We introduce the nomenclature used for coordination compounds. We see that coordination compounds exhibit isomerism, in which two compounds have the same composition but different structures, and then look at two types: structural isomers and stereoisomers.


We discuss color and magnetism in coordination compounds, emphasizing the visible portion of the electromagnetic spectrum and the notion of complementary colors. We then see that many transition-metal complexes are paramagnetic because they contain unpaired electrons.


We explore how crystal-field theory allows us to explain some of the interesting spectral and magnetic properties of coordination compounds.

THE COLORS OF OUR WORLD ARE beautiful, but to a chemist they are also informative—providing insights into the structure and bonding of matter. Compounds of the transition metals constitute an important group of colored substances. Some of them are used in paint pigments; others produce the colors in glass and precious gems. For example, the colors in the stained-glass artwork shown in the chapter-opening photograph are due mainly to transition-metal compounds. Why do these compounds have color, and why do the colors change as the ions or molecules bonded to the metal change?
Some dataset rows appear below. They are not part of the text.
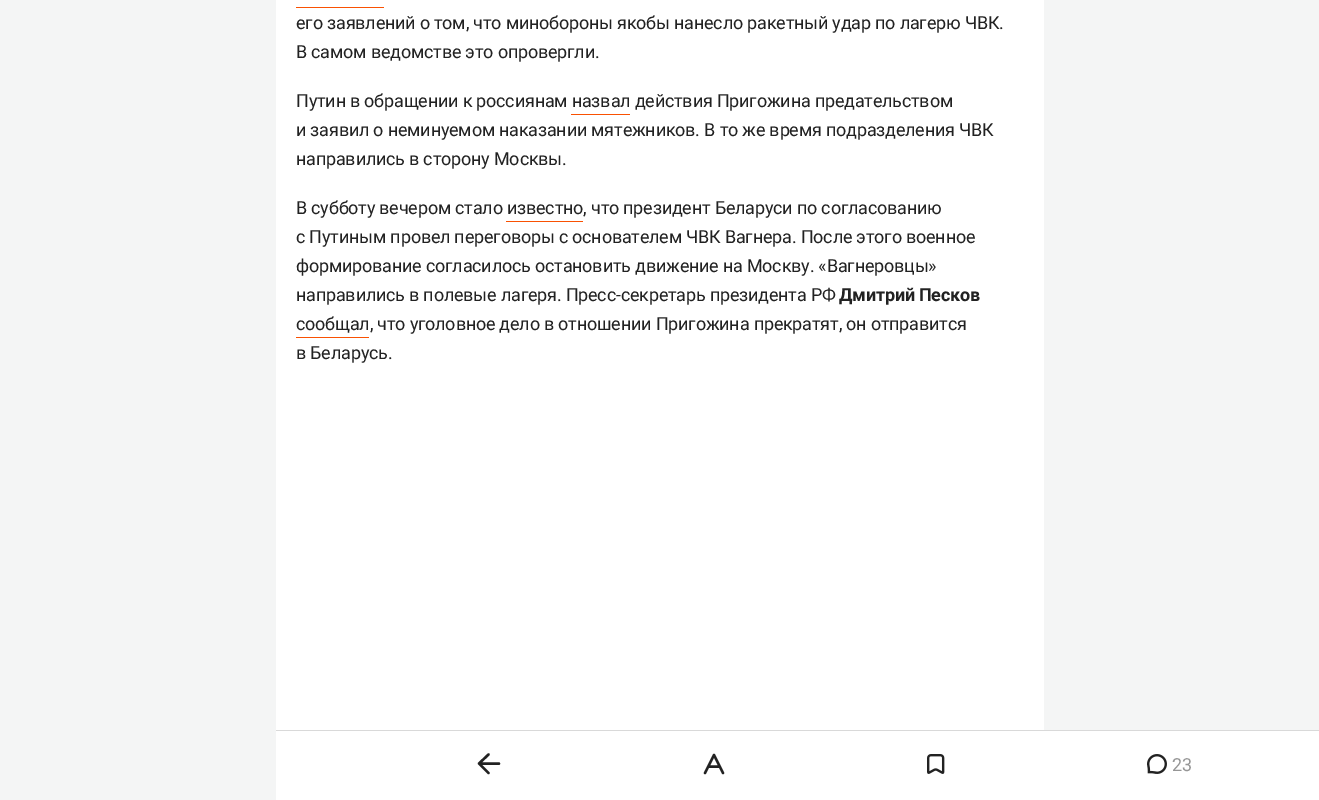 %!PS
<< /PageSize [1319 800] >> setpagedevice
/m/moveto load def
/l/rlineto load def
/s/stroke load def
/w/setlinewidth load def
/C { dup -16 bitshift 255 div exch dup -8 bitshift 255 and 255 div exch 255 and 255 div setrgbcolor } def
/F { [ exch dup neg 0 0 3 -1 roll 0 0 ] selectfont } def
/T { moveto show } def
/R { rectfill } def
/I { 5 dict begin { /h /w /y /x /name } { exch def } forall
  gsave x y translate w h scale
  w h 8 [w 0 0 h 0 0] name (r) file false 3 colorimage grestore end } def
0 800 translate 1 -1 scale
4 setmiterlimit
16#F4F5F5 C
0 0 1319 800 R
16#FFFFFF C
276 0 768 730 R
16#F95102 C
296 7 88 1 R
/Roboto-Regular 18 F
16#222222 C
296 29 m -.2 0 (его заявлений о том, что минобороны якобы нанесло ракетный удар по лагерю ЧВК.) ashow
296 58 m -.2 0 (В самом ведомстве это опровергли.) ashow
296 107 m -.2 0 (Путин в обращении к россиянам назвал действия Пригожина предательством) ashow
16#F95102 C
571 114 59 1 R
16#222222 C
296 136 m -.2 0 (и заявил о неминуемом наказании мятежников. В то же время подразделения ЧВК) ashow
296 165 m -.2 0 (направились в сторону Москвы.) ashow
296 214 m -.2 0 (В субботу вечером стало известно, что президент Беларуси по согласованию) ashow
16#F95102 C
506 221 77 1 R
16#222222 C
296 243 m -.2 0 (с Путиным провел переговоры с основателем ЧВК Вагнера. После этого военное) ashow
296 272 m -.2 0 (формирование согласилось остановить движение на Москву. «Вагнеровцы») ashow
296 301 m -.2 0 (направились в полевые лагеря. Пресс-секретарь президента РФ) ashow
/Roboto-Bold 18 F
839 301 m -.2 0 (Дмитрий Песков) ashow
/Roboto-Regular 18 F
296 330 m -.2 0 (сообщал, что уголовное дело в отношении Пригожина прекратят, он отправится) ashow
16#F95102 C
296 337 73 1 R
16#222222 C
296 359 m -.2 0 (в Беларусь.) ashow
16#FFFFFF C
276 731 1043 69 R
16#D9D9D9 C
276 730 1043 1 R
16#222222 C
2.4 w
1 setlinecap
1 setlinejoin
488.5 754.5 m -9.5 9 l 9.5 9.5 l 499 763.5 m -19.5 0 l s
705 773 m 9 -18 l 9 18 l 708.5 766.5 m 11 0 l s
(1.rgb) 927 754 18 20 I
(2.rgb) 1147 754 20 20 I
16#969696 C
(23) 1172 771 T
showpage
The chemistry we explore in this chapter will help us to answer these questions.

In earlier chapters we saw that metal ions can function as Lewis acids, forming covalent bonds with molecules and ions functioning as Lewis bases. (Section 16.11) We have encountered many ions and compounds that result from such interactions, such as [Fe(H2O)6]3+ and [Ag(NH3)2]+ in Sections 16.11 and 17.5 and hemoglobin in Section 13.6. In this chapter, we focus on the rich and important chemistry associated with such complex assemblies of metal ions surrounded by molecules and ions. Metal compounds of this kind are called coordination compounds, and the branch of chemistry that focuses on them is called coordination chemistry.


The part of the periodic table in which the d orbitals are being filled as we move left to right across a row is the home of the transition metals (FIGURE 23.1).  (Section 6.8) With some exceptions (e.g., platinum, gold), metallic elements are found in nature as solid inorganic compounds called minerals. Notice from TABLE 23.1 that minerals are identified by common names rather than chemical names. These common names are usually based on the location where a mineral was discovered, the person who discovered it, or some physical characteristic such as color.
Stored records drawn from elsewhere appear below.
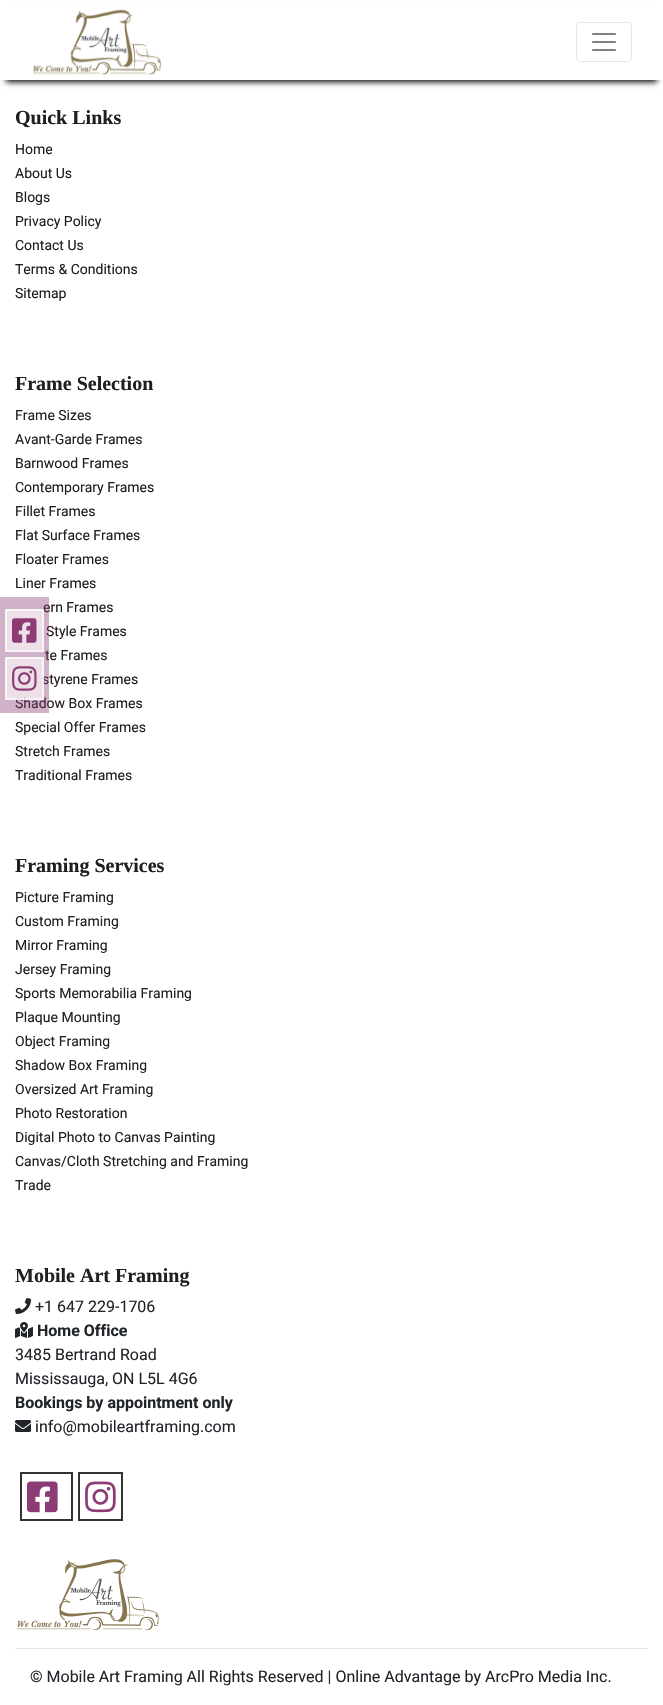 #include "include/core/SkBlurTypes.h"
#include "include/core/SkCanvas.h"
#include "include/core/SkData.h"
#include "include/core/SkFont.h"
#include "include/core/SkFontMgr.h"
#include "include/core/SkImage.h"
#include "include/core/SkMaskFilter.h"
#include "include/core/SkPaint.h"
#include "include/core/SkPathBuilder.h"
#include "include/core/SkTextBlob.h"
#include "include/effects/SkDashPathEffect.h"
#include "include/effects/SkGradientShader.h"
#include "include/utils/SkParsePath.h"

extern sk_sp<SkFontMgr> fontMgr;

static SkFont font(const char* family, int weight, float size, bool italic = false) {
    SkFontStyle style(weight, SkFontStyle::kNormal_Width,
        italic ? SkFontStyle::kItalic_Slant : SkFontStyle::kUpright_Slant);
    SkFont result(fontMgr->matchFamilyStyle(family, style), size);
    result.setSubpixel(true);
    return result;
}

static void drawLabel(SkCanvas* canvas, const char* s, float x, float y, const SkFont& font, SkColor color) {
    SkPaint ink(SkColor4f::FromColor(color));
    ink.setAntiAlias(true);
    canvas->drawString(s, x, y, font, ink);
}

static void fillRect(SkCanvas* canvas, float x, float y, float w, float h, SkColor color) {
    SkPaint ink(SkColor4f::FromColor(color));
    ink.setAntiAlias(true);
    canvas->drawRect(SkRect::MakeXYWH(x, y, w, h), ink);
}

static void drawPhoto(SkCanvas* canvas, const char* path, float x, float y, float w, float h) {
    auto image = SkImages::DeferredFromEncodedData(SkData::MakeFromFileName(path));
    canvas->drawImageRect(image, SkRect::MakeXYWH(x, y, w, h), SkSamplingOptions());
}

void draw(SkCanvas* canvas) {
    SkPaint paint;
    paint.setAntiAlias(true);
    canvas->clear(0xFFFFFFFF);
    paint.setColor(0xFF000000);
    paint.setMaskFilter(SkMaskFilter::MakeBlur(kNormal_SkBlurStyle, 3));
    canvas->drawRect(SkRect::MakeXYWH(6, 14, 651, 68), paint);
    paint.setMaskFilter(nullptr);
    fillRect(canvas, 0, 7, 663, 73, 0xFFFFFFFF);
    drawPhoto(canvas, "assets/img1.png", 33, 9, 129, 66);
    paint.setStroke(true);
    paint.setStrokeWidth(1);
    paint.setColor(0xFFE6E6E6);
    canvas->drawRoundRect(SkRect::MakeXYWH(576.5f, 22.5f, 55, 39), 3.5f, 3.5f, paint);
    drawPhoto(canvas, "assets/img2.png", 592, 33, 24, 18);
    SkFont font1 = font("Liberation Serif", 700, 20);
    drawLabel(canvas, "Quick Links", 15, 124, font1, 0xFF221E20);
    SkFont font2 = font("Roboto", 400, 14);
    drawLabel(canvas, "Home", 15, 154, font2, 0xFF221E20);
    drawLabel(canvas, "About Us", 15, 178, font2, 0xFF221E20);
    drawLabel(canvas, "Blogs", 15, 202, font2, 0xFF221E20);
    drawLabel(canvas, "Privacy Policy", 15, 226, font2, 0xFF221E20);
    drawLabel(canvas, "Contact Us", 15, 250, font2, 0xFF221E20);
    drawLabel(canvas, "Terms & Conditions", 15, 274, font2, 0xFF221E20);
    drawLabel(canvas, "Sitemap", 15, 298, font2, 0xFF221E20);
    drawLabel(canvas, "Frame Selection", 15, 390, font1, 0xFF221E20);
    drawLabel(canvas, "Frame Sizes", 15, 420, font2, 0xFF221E20);
    drawLabel(canvas, "Avant-Garde Frames", 15, 444, font2, 0xFF221E20);
    drawLabel(canvas, "Barnwood Frames", 15, 468, font2, 0xFF221E20);
    drawLabel(canvas, "Contemporary Frames", 15, 492, font2, 0xFF221E20);
    drawLabel(canvas, "Fillet Frames", 15, 516, font2, 0xFF221E20);
    drawLabel(canvas, "Flat Surface Frames", 15, 540, font2, 0xFF221E20);
    drawLabel(canvas, "Floater Frames", 15, 564, font2, 0xFF221E20);
    drawLabel(canvas, "Liner Frames", 15, 588, font2, 0xFF221E20);
    drawLabel(canvas, "ern Frames", 43, 612, font2, 0xFF221E20);
    drawLabel(canvas, "Style Frames", 46, 636, font2, 0xFF221E20);
    drawLabel(canvas, "te Frames", 45, 660, font2, 0xFF221E20);
    drawLabel(canvas, "styrene Frames", 42, 684, font2, 0xFF221E20);
    drawLabel(canvas, "Shadow Box Frames", 15, 708, font2, 0xFF221E20);
    drawLabel(canvas, "Special Offer Frames", 15, 732, font2, 0xFF221E20);
    drawLabel(canvas, "Stretch Frames", 15, 756, font2, 0xFF221E20);
    drawLabel(canvas, "Traditional Frames", 15, 780, font2, 0xFF221E20);
    drawLabel(canvas, "Framing Services", 15, 872, font1, 0xFF221E20);
    drawLabel(canvas, "Picture Framing", 15, 902, font2, 0xFF221E20);
    drawLabel(canvas, "Custom Framing", 15, 926, font2, 0xFF221E20);
    drawLabel(canvas, "Mirror Framing", 15, 950, font2, 0xFF221E20);
    drawLabel(canvas, "Jersey Framing", 15, 974, font2, 0xFF221E20);
    drawLabel(canvas, "Sports Memorabilia Framing", 15, 998, font2, 0xFF221E20);
    drawLabel(canvas, "Plaque Mounting", 15, 1022, font2, 0xFF221E20);
    drawLabel(canvas, "Object Framing", 15, 1046, font2, 0xFF221E20);
    drawLabel(canvas, "Shadow Box Framing", 15, 1070, font2, 0xFF221E20);
    drawLabel(canvas, "Oversized Art Framing", 15, 1094, font2, 0xFF221E20);
    drawLabel(canvas, "Photo Restoration", 15, 1118, font2, 0xFF221E20);
    drawLabel(canvas, "Digital Photo to Canvas Painting", 15, 1142, font2, 0xFF221E20);
    drawLabel(canvas, "Canvas/Cloth Stretching and Framing", 15, 1166, font2, 0xFF221E20);
    drawLabel(canvas, "Trade", 15, 1190, font2, 0xFF221E20);
    drawLabel(canvas, "Mobile Art Framing", 15, 1282, font1, 0xFF221E20);
    drawPhoto(canvas, "assets/img3.png", 15, 1298, 16, 16);
    SkFont font3 = font("Roboto", 400, 16);
    drawLabel(canvas, "+1 647 229-1706", 35, 1312, font3, 0xFF212529);
    drawPhoto(canvas, "assets/img4.png", 15, 1322, 18, 16);
    SkFont font4 = font("Roboto", 700, 16);
    drawLabel(canvas, "Home Office", 37, 1336, font4, 0xFF212529);
    drawLabel(canvas, "3485 Bertrand Road", 15, 1360, font3, 0xFF212529);
    drawLabel(canvas, "Mississauga, ON L5L 4G6", 15, 1384, font3, 0xFF212529);
    drawLabel(canvas, "Bookings by appointment only", 15, 1408, font4, 0xFF212529);
    drawPhoto(canvas, "assets/img5.png", 15, 1420, 16, 12);
    drawLabel(canvas, "info@mobileartframing.com", 35, 1432, font3, 0xFF212529);
    fillRect(canvas, 20, 1472, 53, 2, 0xFF333333);
    fillRect(canvas, 20, 1519, 38, 2, 0xFF333333);
    fillRect(canvas, 20, 1472, 2, 49, 0xFF333333);
    drawPhoto(canvas, "assets/img6.png", 27, 1481, 31, 32);
    fillRect(canvas, 71, 1472, 2, 49, 0xFF333333);
    paint.setStrokeWidth(2);
    paint.setColor(0xFF333333);
    canvas->drawRect(SkRect::MakeXYWH(79, 1473, 43, 47), paint);
    drawPhoto(canvas, "assets/img7.png", 85, 1481, 31, 32);
    fillRect(canvas, 58, 1519, 15, 2, 0xFF333333);
    drawPhoto(canvas, "assets/img8.png", 17, 1559, 142, 71);
    fillRect(canvas, 15, 1648, 633, 1, 0xFFE6E6E6);
    drawLabel(canvas, "© Mobile Art Framing All Rights Reserved | Online Advantage by ArcPro Media Inc.", 30, 1682, font3, 0xFF212529);
    fillRect(canvas, 0, 597, 49, 116, 0x668C3B74);
    fillRect(canvas, 5, 609, 39, 43, 0x99FFFFFF);
    paint.setColor(0x99FFFFFF);
    canvas->drawRect(SkRect::MakeXYWH(6, 610, 37, 41), paint);
    drawPhoto(canvas, "assets/img9.png", 12, 618, 25, 25);
    fillRect(canvas, 5, 657, 39, 43, 0x99FFFFFF);
    canvas->drawRect(SkRect::MakeXYWH(6, 658, 37, 41), paint);
    drawPhoto(canvas, "assets/img10.png", 12, 666, 25, 25);
}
FIGURE 23.1 The position of the transition metals in the periodic table. They are the B groups in periods 4, 5, and 6.

Most transition metals in minerals have oxidation states of +1, +2, or +3. To obtain a pure metal from its mineral, various chemical processes must be performed to reduce the metal to the 0 oxidation state. Metallurgy is the science and technology of extracting metals from their natural sources and preparing them for practical use. It usually involves several steps: (1) mining, that is, removing the relevant ore (a mixture of minerals) from the ground, (2) concentrating the ore or otherwise preparing it for further treatment, (3) reducing the ore to obtain the free metal, (4) purifying the metal, and (5) mixing it with other elements to modify its properties. This last process produces an alloy, a metallic material composed of two or more elements.  (Section 12.3)

Physical Properties

Some physical properties of the period 4 (also known as “first-row”) transition metals are listed in TABLE 23.2. The properties of the heavier transition metals vary similarly across periods 5 and 6.

FIGURE 23.2 shows the atomic radius observed in close-packed metallic structures as a function of group number.* The trends seen in the graph are a result of two competing forces. On the one hand, increasing effective nuclear charge favors a decrease in radius as we move left to right across each period.  (Section 7.2) On the other hand, the metallic bonding strength increases until we reach the middle of each period and then decreases as we fill an-tibonding orbitals.  (Section 12.4) As a general rule, a bond shortens as it becomes stronger.  (Section 8.8) For groups 3B through 6B, these two effects work cooperatively and the result is a marked decrease in radius. In elements to the right of group 6B, the two effects counteract each other, reducing the decrease and eventually leading to an increase in radius.

TABLE 23.1 • Principal Mineral Sources of Some Transition Metals

TABLE 23.2 • Properties of the Period 4 Transition Metals


Which element has the largest bonding atomic radius: Sc, Fe, or Au?

FIGURE 23.2 Radii of transition metals as a function of group number.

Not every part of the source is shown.